### What the exercise asks
Transcribe the records in full; omit images.

### Material for the task
BEGIN

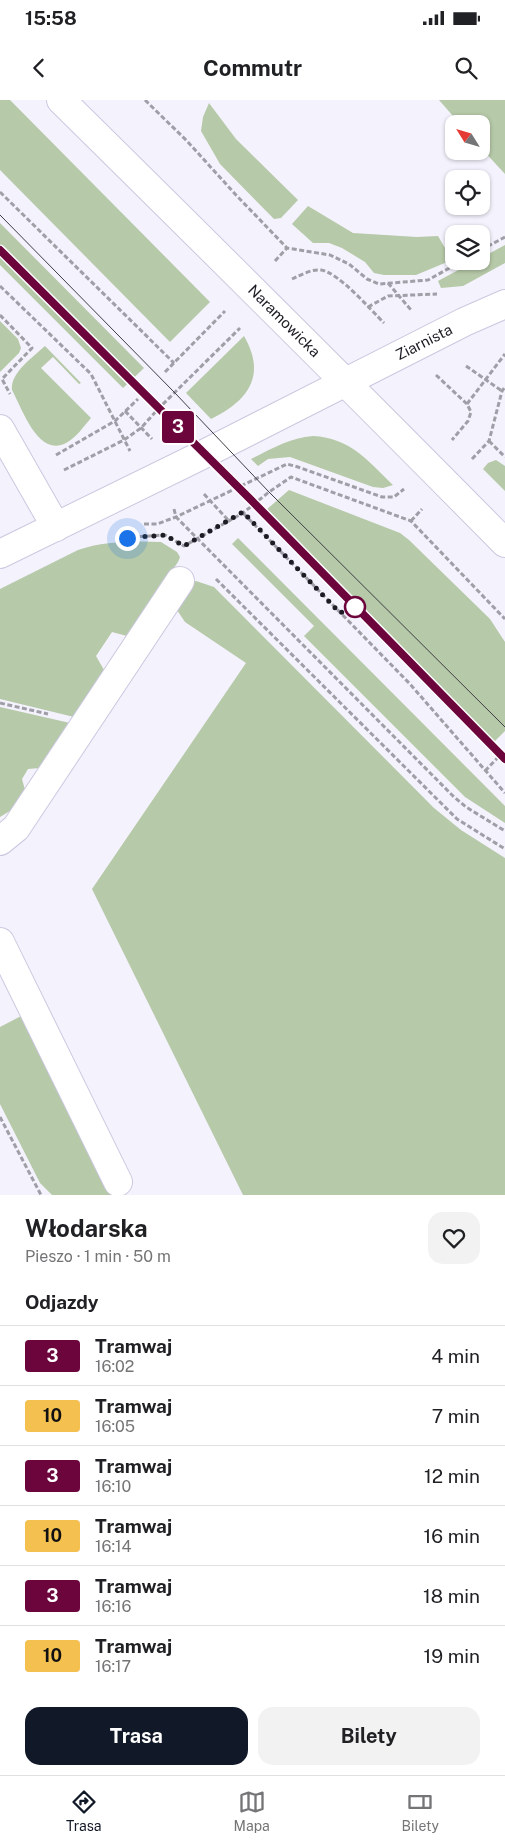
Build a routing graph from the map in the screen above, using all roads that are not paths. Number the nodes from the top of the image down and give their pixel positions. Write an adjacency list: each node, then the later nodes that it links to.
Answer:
1 (61, 100): 3 (street, Naramowicka)
2 (505, 304): 3 (street, Ziarnista)
3 (345, 383): 5 (street, Ziarnista); 6 (street, Naramowicka)
4 (0, 429): 5 (street)
5 (56, 527): 7 (street, Ziarnista)
6 (505, 543)
7 (0, 554)
8 (180, 581): 9 (street)
9 (0, 841)
10 (0, 942): 11 (street)
11 (122, 1190)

END

### Expected answer
Build a routing graph from the map in the screen above, using all roads that are not paths. Number the nodes from the top of the image down and give their pixel positions. Write an adjacency list: each node, then the later nodes that it links to.
Answer:
1 (61, 100): 3 (street, Naramowicka)
2 (505, 304): 3 (street, Ziarnista)
3 (345, 383): 5 (street, Ziarnista); 6 (street, Naramowicka)
4 (0, 429): 5 (street)
5 (56, 527): 7 (street, Ziarnista)
6 (505, 543)
7 (0, 554)
8 (180, 581): 9 (street)
9 (0, 841)
10 (0, 942): 11 (street)
11 (122, 1190)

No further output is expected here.